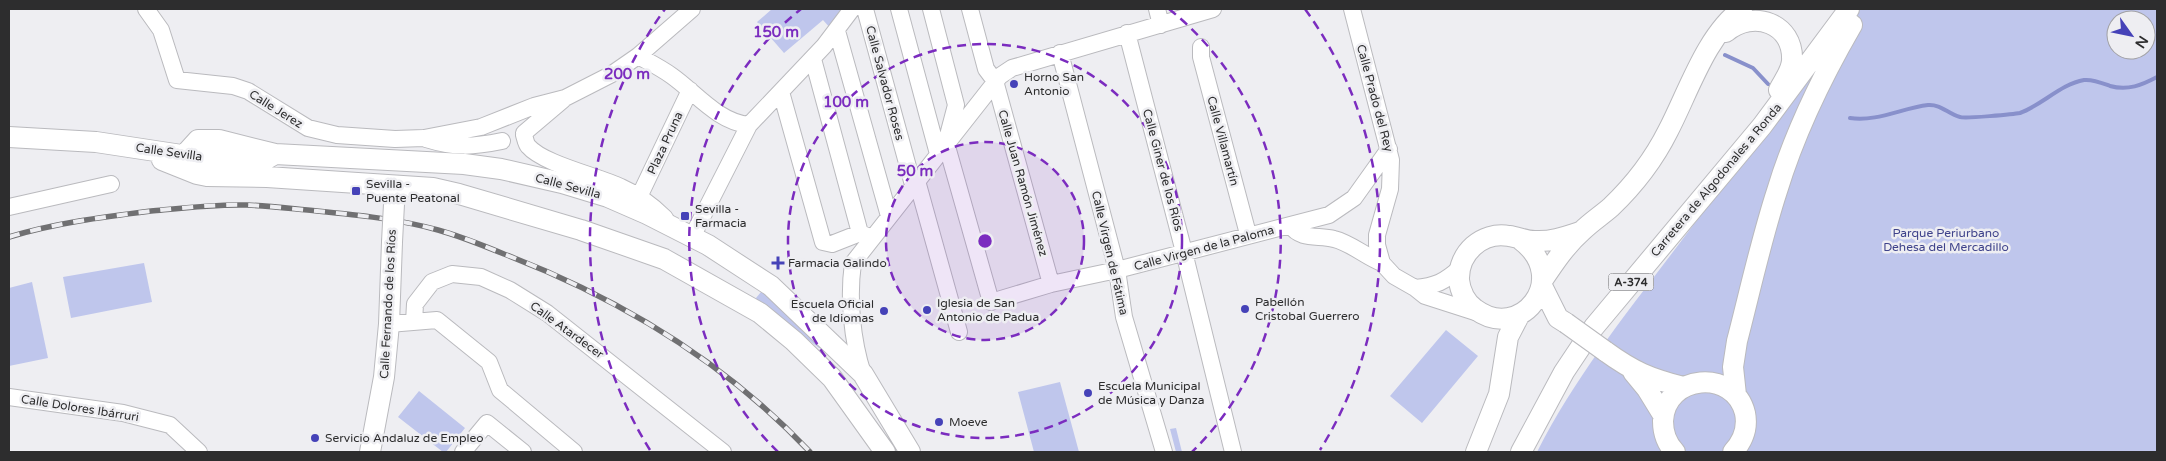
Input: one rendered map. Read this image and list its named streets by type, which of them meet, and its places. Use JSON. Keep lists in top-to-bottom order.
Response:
{
  "streets": {
    "main road": [
      "Calle Sevilla",
      "Carretera de Algodonales a Ronda",
      "A-374",
      "Calle Fernando de los Ríos"
    ],
    "street": [
      "Calle Salvador Roses",
      "Calle Prado del Rey",
      "Calle Jerez",
      "Calle Villamartín",
      "Plaza Pruna",
      "Calle Giner de los Ríos",
      "Calle Juan Ramón Jiménez",
      "Calle Virgen de la Paloma",
      "Calle Virgen de Fátima",
      "Calle Atardecer",
      "Calle Dolores Ibárruri"
    ]
  },
  "crossings": [
    ["Calle Prado del Rey", "Calle Virgen de la Paloma"],
    ["Calle Villamartín", "Calle Virgen de la Paloma"],
    ["Calle Sevilla", "Calle Fernando de los Ríos"],
    ["Calle Giner de los Ríos", "Calle Virgen de la Paloma"],
    ["Calle Juan Ramón Jiménez", "Calle Virgen de la Paloma"],
    ["Calle Virgen de la Paloma", "Calle Virgen de Fátima"]
  ],
  "parks": ["Parque Periurbano Dehesa del Mercadillo"],
  "places": {
    "other": [
      "Horno San Antonio",
      "Pabellón Cristobal Guerrero",
      "Iglesia de San Antonio de Padua",
      "Escuela Oficial de Idiomas",
      "Escuela Municipal de Música y Danza",
      "Moeve",
      "Servicio Andaluz de Empleo"
    ],
    "transit": ["Sevilla - Puente Peatonal", "Sevilla - Farmacia"],
    "health": ["Farmacia Galindo"]
  },
  "north": "bottom right",
  "rings": [
    "150 m",
    "200 m",
    "100 m",
    "50 m"
  ]
}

* **EXERCISE AIM**
Leaving the pictures out, print every line of the listing exactly.

* **ANSWER AREA**
Input: one rendered map. Read this image and list its named streets by type, which of them meet, and its places. Use JSON. Keep lists in top-to-bottom order.
Response:
{
  "streets": {
    "main road": [
      "Calle Sevilla",
      "Carretera de Algodonales a Ronda",
      "A-374",
      "Calle Fernando de los Ríos"
    ],
    "street": [
      "Calle Salvador Roses",
      "Calle Prado del Rey",
      "Calle Jerez",
      "Calle Villamartín",
      "Plaza Pruna",
      "Calle Giner de los Ríos",
      "Calle Juan Ramón Jiménez",
      "Calle Virgen de la Paloma",
      "Calle Virgen de Fátima",
      "Calle Atardecer",
      "Calle Dolores Ibárruri"
    ]
  },
  "crossings": [
    ["Calle Prado del Rey", "Calle Virgen de la Paloma"],
    ["Calle Villamartín", "Calle Virgen de la Paloma"],
    ["Calle Sevilla", "Calle Fernando de los Ríos"],
    ["Calle Giner de los Ríos", "Calle Virgen de la Paloma"],
    ["Calle Juan Ramón Jiménez", "Calle Virgen de la Paloma"],
    ["Calle Virgen de la Paloma", "Calle Virgen de Fátima"]
  ],
  "parks": ["Parque Periurbano Dehesa del Mercadillo"],
  "places": {
    "other": [
      "Horno San Antonio",
      "Pabellón Cristobal Guerrero",
      "Iglesia de San Antonio de Padua",
      "Escuela Oficial de Idiomas",
      "Escuela Municipal de Música y Danza",
      "Moeve",
      "Servicio Andaluz de Empleo"
    ],
    "transit": ["Sevilla - Puente Peatonal", "Sevilla - Farmacia"],
    "health": ["Farmacia Galindo"]
  },
  "north": "bottom right",
  "rings": [
    "150 m",
    "200 m",
    "100 m",
    "50 m"
  ]
}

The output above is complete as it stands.